◆ **GOAL OF THE EXERCISE**
Each line of the material below that holds the word "Lillo" needs to be copied.

◆ **SOURCE MATERIAL**
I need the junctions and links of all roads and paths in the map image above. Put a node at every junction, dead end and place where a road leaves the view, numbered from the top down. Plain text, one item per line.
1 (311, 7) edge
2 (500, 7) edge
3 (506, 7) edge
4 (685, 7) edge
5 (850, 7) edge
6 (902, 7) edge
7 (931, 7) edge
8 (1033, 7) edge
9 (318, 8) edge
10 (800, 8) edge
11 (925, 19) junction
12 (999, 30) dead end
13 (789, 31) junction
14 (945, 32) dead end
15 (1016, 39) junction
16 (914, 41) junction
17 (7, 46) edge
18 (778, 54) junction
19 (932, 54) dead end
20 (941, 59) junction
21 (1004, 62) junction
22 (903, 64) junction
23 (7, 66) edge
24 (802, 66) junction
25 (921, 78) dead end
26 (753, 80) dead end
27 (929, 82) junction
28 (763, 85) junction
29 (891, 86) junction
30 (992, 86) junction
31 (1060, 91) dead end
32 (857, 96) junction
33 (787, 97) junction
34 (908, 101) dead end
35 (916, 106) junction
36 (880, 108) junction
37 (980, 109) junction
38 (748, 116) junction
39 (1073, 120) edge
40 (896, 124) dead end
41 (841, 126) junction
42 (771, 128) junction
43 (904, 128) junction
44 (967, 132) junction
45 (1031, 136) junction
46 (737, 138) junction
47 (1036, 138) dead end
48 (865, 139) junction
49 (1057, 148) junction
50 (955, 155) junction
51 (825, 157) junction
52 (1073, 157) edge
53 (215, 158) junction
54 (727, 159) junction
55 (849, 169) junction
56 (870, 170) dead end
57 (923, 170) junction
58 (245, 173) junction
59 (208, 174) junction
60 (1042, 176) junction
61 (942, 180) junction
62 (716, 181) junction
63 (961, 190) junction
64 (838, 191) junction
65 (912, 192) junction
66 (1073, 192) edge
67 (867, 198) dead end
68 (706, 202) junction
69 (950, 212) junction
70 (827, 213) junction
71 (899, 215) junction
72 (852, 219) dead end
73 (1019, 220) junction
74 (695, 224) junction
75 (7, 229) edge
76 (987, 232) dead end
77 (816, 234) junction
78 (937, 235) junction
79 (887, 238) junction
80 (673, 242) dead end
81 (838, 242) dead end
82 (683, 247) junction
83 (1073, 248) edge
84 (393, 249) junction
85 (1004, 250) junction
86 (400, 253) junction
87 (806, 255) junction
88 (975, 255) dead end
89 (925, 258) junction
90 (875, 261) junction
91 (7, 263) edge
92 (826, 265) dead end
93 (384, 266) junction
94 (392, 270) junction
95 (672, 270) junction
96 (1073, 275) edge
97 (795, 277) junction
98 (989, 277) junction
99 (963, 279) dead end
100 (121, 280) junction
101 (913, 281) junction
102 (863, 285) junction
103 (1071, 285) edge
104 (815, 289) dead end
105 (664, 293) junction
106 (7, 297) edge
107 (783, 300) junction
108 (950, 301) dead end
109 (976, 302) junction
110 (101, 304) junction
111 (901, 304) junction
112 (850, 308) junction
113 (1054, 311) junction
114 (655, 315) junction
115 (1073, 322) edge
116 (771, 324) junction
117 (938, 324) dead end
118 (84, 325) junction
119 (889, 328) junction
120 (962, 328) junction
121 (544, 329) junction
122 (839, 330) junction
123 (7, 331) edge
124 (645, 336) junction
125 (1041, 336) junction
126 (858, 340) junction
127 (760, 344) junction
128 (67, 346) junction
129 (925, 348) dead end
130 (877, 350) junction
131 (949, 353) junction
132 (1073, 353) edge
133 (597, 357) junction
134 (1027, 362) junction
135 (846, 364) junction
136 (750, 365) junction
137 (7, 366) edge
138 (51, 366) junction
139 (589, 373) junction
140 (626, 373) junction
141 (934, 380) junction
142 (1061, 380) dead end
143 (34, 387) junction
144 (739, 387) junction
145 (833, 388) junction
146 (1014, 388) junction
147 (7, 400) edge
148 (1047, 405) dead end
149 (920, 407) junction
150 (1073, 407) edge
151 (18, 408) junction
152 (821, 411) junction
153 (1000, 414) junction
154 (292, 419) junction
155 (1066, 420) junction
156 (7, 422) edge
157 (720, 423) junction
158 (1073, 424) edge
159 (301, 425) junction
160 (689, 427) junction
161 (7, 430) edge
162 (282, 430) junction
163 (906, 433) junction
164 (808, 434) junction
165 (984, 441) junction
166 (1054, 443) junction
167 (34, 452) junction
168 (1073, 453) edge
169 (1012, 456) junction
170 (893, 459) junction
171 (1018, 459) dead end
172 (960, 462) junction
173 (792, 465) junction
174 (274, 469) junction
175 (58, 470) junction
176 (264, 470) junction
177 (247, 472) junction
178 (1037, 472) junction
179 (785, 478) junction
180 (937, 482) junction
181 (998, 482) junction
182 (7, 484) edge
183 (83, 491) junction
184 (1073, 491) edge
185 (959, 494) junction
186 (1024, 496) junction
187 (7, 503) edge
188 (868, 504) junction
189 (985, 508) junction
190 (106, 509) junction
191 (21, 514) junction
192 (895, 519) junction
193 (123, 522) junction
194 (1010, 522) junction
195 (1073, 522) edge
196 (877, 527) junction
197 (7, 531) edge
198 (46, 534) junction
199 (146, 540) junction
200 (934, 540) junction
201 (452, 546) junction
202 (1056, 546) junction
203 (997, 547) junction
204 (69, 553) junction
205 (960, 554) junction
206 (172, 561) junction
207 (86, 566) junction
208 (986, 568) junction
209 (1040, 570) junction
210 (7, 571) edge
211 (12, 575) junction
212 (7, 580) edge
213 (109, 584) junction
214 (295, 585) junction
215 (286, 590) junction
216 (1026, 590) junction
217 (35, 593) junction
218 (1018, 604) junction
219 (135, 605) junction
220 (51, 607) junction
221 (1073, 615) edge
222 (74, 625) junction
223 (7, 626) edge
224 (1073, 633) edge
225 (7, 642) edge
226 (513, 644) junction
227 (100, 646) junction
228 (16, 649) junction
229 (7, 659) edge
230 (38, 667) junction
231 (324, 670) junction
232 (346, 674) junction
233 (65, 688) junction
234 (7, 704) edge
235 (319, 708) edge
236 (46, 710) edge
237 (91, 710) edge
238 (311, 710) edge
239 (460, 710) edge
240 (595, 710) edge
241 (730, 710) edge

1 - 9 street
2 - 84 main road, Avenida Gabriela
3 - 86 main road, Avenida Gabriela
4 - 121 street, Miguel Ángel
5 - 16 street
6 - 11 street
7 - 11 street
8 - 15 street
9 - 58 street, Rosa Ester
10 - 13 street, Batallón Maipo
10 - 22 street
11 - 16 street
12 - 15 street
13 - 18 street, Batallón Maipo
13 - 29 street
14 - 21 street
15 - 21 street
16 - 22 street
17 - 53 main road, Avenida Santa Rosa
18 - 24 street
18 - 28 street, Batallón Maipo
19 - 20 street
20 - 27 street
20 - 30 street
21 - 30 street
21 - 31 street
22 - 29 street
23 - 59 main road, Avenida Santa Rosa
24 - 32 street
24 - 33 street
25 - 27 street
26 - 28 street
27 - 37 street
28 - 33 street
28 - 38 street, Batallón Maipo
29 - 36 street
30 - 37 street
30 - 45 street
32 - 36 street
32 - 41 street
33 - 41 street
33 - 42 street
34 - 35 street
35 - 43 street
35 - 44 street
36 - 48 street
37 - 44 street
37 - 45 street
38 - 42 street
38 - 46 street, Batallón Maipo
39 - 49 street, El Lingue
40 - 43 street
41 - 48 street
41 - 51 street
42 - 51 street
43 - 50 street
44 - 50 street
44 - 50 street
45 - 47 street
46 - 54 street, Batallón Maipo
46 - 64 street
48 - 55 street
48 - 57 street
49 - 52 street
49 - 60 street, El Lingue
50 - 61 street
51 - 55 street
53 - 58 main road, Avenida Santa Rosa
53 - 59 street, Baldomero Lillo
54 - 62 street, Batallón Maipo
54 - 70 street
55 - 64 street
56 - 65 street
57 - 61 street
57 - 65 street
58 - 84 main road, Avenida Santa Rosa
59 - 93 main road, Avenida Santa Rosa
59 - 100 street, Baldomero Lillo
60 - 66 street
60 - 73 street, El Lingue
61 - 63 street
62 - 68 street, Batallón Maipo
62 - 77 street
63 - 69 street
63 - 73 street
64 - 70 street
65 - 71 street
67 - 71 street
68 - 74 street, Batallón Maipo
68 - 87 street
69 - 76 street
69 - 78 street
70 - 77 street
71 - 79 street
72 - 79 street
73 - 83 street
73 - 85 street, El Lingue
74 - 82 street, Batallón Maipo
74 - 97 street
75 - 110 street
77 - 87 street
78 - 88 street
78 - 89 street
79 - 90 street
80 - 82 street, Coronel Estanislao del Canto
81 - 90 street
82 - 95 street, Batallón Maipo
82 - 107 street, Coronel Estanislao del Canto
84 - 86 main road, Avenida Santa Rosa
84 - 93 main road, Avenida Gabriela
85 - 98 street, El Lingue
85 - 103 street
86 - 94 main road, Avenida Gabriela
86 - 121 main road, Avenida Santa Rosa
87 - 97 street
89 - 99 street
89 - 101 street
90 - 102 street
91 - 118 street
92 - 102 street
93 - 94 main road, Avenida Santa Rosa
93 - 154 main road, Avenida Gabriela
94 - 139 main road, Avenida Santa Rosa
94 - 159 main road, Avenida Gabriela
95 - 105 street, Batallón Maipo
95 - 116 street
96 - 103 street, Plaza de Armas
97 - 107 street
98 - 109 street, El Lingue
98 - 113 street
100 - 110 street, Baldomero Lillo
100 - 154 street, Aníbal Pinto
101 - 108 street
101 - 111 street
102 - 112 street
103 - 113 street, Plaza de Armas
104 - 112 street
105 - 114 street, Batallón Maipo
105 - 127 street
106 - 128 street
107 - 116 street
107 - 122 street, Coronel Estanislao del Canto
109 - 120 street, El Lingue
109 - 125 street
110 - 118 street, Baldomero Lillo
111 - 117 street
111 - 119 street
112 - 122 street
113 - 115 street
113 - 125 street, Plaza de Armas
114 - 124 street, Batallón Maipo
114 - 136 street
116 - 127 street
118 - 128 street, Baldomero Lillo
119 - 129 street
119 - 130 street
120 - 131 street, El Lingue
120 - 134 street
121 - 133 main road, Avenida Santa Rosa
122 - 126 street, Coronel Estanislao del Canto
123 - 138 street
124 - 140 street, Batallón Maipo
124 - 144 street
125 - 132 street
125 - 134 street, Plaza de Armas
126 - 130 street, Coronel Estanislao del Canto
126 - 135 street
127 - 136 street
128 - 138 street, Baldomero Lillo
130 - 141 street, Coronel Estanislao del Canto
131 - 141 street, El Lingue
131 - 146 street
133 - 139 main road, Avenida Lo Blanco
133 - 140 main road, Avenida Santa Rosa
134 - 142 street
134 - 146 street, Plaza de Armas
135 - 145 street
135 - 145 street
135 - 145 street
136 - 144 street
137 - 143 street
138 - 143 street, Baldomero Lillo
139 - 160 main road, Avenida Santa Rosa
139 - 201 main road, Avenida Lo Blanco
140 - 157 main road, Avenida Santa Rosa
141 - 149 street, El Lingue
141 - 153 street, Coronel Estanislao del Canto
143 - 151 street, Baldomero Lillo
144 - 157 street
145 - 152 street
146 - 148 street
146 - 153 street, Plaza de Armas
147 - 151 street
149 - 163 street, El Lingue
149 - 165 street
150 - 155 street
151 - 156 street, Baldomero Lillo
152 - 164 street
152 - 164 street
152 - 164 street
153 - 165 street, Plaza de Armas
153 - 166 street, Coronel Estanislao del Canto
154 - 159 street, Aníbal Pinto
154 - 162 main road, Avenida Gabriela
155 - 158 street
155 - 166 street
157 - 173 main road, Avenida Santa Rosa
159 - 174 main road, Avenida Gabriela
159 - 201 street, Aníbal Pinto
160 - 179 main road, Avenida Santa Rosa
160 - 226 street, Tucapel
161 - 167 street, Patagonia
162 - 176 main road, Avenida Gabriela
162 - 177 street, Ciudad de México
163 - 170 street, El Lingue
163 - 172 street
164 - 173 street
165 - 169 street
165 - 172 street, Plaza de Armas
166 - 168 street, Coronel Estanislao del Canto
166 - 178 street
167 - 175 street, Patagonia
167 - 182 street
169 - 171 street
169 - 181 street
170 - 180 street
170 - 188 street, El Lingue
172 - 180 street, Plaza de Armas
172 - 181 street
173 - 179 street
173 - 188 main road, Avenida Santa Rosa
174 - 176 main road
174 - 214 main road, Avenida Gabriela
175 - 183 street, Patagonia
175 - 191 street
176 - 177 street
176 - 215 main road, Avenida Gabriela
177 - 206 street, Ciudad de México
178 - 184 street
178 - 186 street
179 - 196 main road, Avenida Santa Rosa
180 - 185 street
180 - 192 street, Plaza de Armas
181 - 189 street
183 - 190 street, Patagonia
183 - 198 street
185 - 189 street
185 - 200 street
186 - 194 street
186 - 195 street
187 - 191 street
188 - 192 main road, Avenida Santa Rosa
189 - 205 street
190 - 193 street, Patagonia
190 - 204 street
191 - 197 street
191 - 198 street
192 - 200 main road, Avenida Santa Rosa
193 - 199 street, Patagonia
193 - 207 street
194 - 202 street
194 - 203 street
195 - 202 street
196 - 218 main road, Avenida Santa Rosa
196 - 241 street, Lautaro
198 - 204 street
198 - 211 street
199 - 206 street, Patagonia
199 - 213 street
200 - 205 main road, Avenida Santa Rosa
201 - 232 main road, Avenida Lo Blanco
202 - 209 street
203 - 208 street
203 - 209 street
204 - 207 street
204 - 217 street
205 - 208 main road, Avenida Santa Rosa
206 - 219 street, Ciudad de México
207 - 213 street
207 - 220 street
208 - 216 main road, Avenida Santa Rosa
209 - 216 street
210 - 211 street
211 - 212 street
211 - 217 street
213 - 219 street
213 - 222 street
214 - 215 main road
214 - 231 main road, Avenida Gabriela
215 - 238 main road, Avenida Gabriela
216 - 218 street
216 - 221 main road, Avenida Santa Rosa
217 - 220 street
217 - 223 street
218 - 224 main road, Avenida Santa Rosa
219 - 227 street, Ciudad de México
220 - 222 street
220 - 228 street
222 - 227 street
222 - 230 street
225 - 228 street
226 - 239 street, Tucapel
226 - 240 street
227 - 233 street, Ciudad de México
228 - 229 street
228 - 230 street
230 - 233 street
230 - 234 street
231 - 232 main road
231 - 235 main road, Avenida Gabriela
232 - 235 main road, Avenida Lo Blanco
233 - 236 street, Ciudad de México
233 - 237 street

◆ **TASK RESPONSE**
53 - 59 street, Baldomero Lillo
59 - 100 street, Baldomero Lillo
100 - 110 street, Baldomero Lillo
110 - 118 street, Baldomero Lillo
118 - 128 street, Baldomero Lillo
128 - 138 street, Baldomero Lillo
138 - 143 street, Baldomero Lillo
143 - 151 street, Baldomero Lillo
151 - 156 street, Baldomero Lillo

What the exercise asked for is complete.